[STUDY MATERIAL]
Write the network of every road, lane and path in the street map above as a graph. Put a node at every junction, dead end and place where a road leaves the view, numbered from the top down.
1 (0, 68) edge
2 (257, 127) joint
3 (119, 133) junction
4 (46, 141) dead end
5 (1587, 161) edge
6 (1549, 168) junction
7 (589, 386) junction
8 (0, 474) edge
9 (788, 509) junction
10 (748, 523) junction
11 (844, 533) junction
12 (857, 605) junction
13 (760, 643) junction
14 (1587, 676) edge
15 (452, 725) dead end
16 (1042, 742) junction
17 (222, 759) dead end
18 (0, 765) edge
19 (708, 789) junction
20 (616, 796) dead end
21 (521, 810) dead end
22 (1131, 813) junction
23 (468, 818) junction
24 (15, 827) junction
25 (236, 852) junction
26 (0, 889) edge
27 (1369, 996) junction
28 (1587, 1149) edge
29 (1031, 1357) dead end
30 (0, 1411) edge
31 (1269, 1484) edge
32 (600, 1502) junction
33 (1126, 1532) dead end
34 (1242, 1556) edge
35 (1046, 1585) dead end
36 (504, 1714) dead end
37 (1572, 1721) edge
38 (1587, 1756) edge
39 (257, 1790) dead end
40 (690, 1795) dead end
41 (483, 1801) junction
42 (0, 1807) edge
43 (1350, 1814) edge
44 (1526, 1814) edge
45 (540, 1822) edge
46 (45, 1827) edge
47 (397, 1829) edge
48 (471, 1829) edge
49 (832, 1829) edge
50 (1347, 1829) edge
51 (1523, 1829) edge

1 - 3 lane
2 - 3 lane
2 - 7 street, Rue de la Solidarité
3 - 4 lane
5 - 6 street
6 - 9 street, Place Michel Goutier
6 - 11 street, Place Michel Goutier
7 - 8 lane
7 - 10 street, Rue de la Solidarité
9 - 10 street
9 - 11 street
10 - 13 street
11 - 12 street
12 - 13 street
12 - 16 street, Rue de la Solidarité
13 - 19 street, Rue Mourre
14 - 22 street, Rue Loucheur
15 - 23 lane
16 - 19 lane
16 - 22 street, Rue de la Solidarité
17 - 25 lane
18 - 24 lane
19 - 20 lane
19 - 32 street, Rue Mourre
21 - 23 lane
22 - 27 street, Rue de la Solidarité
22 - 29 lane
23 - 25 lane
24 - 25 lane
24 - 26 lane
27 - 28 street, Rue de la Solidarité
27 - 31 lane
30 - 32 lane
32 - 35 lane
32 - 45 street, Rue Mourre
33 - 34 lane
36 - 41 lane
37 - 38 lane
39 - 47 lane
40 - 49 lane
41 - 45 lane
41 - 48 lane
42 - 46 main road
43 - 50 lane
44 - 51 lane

==

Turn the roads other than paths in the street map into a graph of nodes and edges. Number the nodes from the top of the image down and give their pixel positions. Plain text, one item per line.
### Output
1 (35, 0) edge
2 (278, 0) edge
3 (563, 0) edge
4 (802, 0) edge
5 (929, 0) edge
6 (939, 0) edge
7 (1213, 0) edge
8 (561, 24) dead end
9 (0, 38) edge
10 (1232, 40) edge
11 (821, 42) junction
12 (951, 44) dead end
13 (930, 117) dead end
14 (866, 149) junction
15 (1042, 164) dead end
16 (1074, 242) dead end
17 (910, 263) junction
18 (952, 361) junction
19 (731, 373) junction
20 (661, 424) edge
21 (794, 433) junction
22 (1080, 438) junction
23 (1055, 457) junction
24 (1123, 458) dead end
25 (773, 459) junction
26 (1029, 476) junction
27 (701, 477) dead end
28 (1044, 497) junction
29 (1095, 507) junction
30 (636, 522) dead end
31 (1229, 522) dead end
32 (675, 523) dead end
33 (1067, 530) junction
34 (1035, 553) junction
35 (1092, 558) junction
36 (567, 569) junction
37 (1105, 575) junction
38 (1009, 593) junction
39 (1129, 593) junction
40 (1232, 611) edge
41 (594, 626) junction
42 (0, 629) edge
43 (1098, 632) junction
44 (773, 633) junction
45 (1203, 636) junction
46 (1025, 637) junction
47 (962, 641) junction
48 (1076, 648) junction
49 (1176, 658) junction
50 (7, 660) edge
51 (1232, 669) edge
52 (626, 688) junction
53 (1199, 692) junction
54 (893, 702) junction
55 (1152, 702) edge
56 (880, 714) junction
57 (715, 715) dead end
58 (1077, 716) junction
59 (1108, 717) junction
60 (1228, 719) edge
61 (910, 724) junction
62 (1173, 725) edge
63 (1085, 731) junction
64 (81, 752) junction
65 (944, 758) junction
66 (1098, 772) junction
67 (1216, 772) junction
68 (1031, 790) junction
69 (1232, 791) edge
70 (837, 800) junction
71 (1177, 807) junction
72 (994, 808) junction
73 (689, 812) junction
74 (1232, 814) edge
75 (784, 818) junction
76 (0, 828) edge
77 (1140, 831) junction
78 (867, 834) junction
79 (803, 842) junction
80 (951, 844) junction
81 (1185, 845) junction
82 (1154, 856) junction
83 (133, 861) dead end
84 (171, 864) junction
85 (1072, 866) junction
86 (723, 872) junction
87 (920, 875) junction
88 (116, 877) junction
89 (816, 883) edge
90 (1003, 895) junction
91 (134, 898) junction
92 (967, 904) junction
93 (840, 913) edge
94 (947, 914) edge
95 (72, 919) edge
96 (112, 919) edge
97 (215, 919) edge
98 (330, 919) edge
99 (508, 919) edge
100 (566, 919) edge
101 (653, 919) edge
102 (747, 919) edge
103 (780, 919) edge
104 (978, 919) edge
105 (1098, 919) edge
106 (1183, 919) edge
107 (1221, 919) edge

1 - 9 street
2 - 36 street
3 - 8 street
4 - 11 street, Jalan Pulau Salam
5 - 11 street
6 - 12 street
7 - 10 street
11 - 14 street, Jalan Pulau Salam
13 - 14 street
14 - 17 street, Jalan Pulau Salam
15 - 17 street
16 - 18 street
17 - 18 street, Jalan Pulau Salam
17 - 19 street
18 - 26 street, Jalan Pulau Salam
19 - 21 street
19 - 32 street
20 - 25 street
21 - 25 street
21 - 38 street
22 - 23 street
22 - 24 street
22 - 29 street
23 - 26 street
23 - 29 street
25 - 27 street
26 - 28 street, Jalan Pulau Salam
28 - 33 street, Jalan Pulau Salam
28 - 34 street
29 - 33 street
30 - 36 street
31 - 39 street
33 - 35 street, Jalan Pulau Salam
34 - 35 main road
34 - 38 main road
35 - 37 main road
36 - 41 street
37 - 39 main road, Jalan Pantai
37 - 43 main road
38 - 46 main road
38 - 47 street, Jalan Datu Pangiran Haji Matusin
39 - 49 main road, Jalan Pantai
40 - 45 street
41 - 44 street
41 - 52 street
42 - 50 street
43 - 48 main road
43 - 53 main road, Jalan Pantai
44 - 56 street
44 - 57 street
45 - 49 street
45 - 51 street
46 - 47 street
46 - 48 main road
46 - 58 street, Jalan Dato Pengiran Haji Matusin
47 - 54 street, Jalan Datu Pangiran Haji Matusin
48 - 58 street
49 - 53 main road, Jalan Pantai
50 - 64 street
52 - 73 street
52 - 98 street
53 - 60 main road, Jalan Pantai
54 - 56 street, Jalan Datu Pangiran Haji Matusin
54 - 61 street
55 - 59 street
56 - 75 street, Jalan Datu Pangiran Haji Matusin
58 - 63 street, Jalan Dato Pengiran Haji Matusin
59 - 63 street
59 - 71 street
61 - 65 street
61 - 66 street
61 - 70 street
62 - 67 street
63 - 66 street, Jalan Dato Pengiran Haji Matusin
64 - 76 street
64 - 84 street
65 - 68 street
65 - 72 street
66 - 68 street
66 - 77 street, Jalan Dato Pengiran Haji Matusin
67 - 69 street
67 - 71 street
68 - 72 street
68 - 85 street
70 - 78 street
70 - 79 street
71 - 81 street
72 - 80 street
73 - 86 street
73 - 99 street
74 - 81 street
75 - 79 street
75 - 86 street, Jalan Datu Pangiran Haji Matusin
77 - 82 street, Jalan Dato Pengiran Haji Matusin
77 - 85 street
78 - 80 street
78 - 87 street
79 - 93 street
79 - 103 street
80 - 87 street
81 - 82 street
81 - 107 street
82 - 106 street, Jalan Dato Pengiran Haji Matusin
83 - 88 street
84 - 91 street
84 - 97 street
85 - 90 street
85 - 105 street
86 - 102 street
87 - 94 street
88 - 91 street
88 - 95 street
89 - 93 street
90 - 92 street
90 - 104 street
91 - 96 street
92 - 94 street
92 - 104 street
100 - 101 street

[WORK INSTRUCTIONS] Find the lines in the data that include "Pangiran", then copy each of them.

[WRITTEN SOLUTION]
38 - 47 street, Jalan Datu Pangiran Haji Matusin
47 - 54 street, Jalan Datu Pangiran Haji Matusin
54 - 56 street, Jalan Datu Pangiran Haji Matusin
56 - 75 street, Jalan Datu Pangiran Haji Matusin
75 - 86 street, Jalan Datu Pangiran Haji Matusin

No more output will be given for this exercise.